Stored items
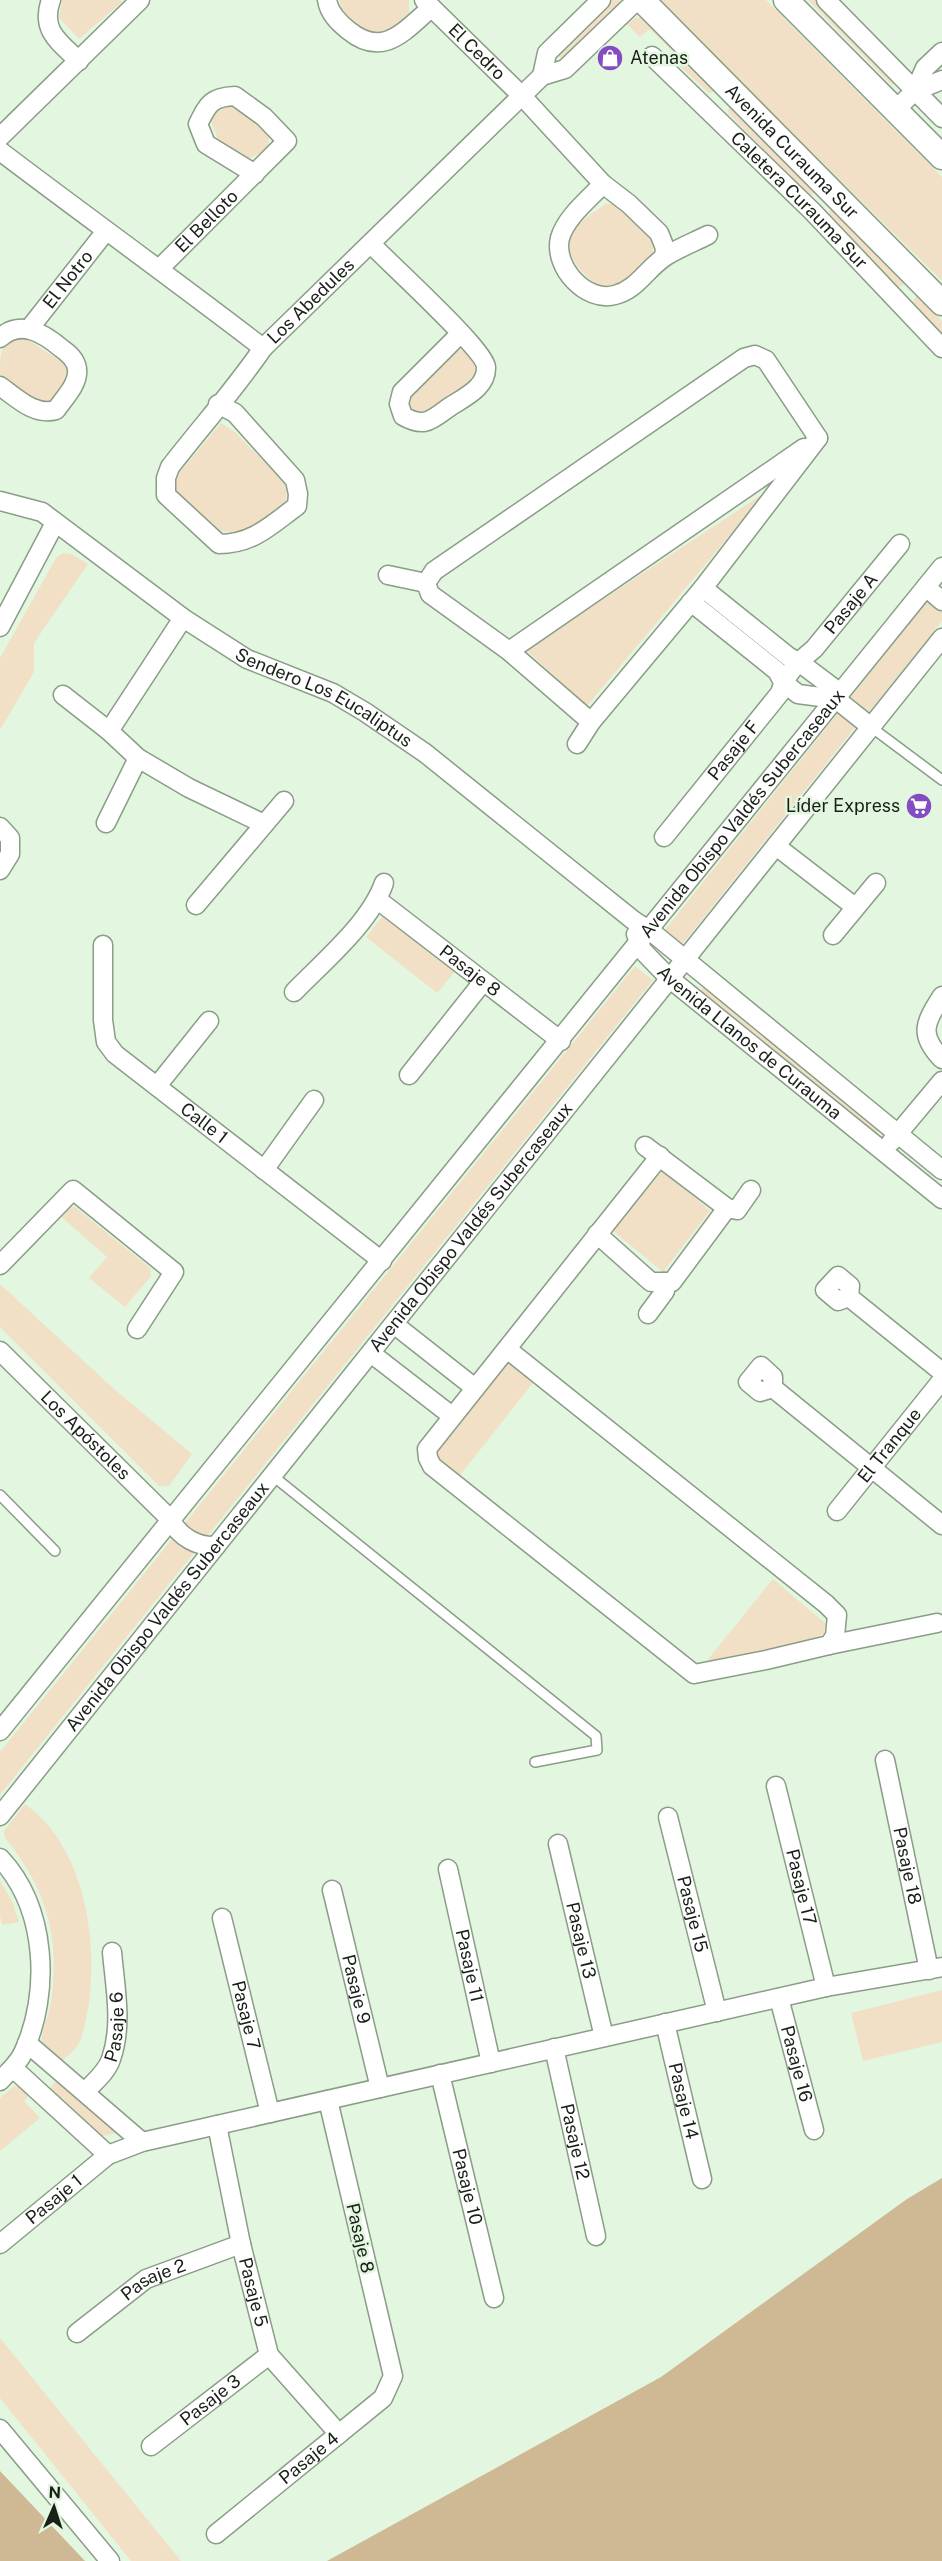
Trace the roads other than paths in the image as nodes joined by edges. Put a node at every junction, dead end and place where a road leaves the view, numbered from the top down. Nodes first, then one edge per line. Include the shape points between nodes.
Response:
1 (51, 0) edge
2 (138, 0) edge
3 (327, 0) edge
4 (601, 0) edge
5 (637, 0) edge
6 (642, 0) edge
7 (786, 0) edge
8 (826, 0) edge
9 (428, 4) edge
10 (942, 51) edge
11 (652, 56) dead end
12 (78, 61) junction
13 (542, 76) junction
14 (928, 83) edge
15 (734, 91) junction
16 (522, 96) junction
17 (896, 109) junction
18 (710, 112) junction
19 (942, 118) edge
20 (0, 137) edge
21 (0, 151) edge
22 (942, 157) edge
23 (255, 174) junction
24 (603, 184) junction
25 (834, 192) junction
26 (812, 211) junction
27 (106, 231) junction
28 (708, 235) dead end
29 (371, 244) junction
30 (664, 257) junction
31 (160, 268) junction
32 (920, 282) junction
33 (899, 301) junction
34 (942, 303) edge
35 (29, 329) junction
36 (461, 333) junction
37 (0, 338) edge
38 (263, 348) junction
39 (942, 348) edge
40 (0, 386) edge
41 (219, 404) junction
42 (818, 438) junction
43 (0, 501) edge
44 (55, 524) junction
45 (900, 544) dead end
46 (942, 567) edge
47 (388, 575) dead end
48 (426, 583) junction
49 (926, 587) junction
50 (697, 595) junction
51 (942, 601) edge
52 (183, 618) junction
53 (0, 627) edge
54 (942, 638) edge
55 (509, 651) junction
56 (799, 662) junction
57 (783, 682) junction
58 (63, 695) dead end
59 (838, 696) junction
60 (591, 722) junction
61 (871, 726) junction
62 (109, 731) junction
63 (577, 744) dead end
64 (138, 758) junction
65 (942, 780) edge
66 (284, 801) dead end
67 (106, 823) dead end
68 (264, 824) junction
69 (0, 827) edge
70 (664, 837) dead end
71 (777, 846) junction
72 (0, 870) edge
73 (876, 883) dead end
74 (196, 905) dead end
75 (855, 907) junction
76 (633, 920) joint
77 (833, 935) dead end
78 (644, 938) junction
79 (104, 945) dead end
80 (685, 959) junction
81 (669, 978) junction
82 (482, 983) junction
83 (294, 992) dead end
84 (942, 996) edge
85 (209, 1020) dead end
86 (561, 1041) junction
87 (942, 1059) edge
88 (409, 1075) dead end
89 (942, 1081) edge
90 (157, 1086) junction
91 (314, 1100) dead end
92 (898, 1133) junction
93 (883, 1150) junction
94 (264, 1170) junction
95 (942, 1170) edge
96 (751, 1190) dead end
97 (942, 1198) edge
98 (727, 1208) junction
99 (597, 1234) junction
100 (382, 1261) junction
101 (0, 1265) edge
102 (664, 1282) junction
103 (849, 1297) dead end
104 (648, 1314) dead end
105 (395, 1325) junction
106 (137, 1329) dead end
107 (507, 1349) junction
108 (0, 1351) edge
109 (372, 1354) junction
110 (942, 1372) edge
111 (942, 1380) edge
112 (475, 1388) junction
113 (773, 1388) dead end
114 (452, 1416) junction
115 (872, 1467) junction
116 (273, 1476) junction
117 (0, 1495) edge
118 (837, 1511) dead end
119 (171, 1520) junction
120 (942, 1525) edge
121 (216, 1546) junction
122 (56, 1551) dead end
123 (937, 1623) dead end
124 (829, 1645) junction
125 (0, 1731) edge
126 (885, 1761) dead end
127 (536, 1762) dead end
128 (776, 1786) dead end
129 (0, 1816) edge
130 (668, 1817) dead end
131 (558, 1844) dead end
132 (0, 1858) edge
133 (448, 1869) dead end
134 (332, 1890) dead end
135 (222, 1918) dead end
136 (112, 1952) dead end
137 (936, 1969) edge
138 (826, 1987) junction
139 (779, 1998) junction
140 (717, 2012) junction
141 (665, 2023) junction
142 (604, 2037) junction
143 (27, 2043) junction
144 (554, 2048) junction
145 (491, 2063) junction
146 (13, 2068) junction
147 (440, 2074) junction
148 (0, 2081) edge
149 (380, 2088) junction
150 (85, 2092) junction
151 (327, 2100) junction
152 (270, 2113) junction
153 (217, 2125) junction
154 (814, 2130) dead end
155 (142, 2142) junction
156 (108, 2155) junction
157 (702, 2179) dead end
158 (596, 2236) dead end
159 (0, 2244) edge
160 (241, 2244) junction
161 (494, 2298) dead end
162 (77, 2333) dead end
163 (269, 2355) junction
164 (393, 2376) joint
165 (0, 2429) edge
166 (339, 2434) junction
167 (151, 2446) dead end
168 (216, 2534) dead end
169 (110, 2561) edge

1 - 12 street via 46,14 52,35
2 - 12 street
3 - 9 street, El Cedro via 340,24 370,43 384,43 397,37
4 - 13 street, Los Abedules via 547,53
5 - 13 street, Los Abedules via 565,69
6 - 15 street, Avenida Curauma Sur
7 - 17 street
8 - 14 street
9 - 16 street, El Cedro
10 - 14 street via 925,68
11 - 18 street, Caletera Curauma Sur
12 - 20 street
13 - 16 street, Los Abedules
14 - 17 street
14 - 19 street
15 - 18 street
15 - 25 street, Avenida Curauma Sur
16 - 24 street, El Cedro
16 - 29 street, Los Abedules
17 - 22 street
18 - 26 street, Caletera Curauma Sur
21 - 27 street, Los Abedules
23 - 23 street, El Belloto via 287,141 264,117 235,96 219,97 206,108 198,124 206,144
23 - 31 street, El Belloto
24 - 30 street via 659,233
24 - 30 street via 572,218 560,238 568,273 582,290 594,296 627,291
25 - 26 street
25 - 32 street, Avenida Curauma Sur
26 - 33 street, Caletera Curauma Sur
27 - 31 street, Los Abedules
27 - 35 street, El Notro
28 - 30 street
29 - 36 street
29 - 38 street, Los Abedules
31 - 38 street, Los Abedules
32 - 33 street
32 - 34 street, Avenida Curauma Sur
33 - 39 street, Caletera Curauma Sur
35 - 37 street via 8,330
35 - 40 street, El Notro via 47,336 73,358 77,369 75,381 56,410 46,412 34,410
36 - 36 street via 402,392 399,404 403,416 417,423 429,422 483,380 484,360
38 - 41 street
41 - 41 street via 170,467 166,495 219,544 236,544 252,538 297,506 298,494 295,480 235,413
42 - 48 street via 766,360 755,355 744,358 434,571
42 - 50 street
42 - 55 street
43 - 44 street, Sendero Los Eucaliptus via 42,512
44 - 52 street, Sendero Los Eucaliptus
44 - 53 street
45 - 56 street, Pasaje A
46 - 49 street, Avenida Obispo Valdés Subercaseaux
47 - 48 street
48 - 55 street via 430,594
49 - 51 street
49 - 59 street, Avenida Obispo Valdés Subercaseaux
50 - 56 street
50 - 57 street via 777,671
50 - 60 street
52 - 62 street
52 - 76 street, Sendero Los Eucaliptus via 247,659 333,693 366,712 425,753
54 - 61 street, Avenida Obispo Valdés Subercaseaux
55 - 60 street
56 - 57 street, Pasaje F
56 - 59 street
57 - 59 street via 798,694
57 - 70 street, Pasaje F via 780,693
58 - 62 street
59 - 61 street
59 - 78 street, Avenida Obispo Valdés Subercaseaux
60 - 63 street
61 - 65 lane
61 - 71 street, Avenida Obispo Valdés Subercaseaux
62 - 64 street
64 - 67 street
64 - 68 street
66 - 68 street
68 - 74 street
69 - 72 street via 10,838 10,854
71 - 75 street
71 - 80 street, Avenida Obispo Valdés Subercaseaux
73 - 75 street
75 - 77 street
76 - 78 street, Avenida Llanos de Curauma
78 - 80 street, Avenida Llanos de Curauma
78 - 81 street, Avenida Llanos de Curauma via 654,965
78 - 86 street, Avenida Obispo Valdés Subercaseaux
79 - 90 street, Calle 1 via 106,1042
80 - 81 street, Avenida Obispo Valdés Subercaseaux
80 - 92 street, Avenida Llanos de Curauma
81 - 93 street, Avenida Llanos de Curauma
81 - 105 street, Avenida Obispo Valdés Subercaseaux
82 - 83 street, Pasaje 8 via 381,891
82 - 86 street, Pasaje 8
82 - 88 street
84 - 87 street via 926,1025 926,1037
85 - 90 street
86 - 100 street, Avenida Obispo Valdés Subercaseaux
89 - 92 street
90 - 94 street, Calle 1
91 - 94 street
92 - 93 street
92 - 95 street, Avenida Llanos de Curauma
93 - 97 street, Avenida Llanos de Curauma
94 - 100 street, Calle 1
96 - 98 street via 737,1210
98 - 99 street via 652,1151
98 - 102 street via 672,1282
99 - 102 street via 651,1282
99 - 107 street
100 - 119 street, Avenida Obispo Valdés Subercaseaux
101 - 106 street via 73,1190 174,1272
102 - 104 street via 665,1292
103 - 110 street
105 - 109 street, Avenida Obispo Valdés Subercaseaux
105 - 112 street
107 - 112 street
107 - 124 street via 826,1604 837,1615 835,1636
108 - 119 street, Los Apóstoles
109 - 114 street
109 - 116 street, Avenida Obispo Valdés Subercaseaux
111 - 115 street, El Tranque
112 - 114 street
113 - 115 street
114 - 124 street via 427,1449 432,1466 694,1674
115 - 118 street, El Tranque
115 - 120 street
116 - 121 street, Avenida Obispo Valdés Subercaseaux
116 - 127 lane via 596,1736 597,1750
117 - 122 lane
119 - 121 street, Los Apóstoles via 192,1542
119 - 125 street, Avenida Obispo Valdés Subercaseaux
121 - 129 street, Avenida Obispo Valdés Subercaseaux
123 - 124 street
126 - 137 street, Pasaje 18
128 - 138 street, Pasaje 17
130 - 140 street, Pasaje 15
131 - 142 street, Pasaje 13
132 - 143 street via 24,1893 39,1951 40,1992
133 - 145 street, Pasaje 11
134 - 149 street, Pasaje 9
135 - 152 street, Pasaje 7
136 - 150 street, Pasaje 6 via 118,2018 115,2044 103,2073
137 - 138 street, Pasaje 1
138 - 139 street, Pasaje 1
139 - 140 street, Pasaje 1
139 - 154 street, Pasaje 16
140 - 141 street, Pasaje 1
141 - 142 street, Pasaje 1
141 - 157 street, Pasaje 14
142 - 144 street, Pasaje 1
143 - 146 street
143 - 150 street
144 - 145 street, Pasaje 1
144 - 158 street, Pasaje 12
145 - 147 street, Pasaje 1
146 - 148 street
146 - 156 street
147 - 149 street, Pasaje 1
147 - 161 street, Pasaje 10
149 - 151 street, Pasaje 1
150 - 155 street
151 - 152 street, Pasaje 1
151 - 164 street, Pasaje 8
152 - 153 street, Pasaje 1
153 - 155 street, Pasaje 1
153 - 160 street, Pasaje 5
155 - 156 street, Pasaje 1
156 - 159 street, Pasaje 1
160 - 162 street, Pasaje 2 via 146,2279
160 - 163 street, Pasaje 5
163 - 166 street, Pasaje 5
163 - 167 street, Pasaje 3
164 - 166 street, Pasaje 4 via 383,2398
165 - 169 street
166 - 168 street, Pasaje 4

> Work to complete: Find every line above that contains the word "Calle", and return each one.

> Solution to this exercise:
79 - 90 street, Calle 1 via 106,1042
90 - 94 street, Calle 1
94 - 100 street, Calle 1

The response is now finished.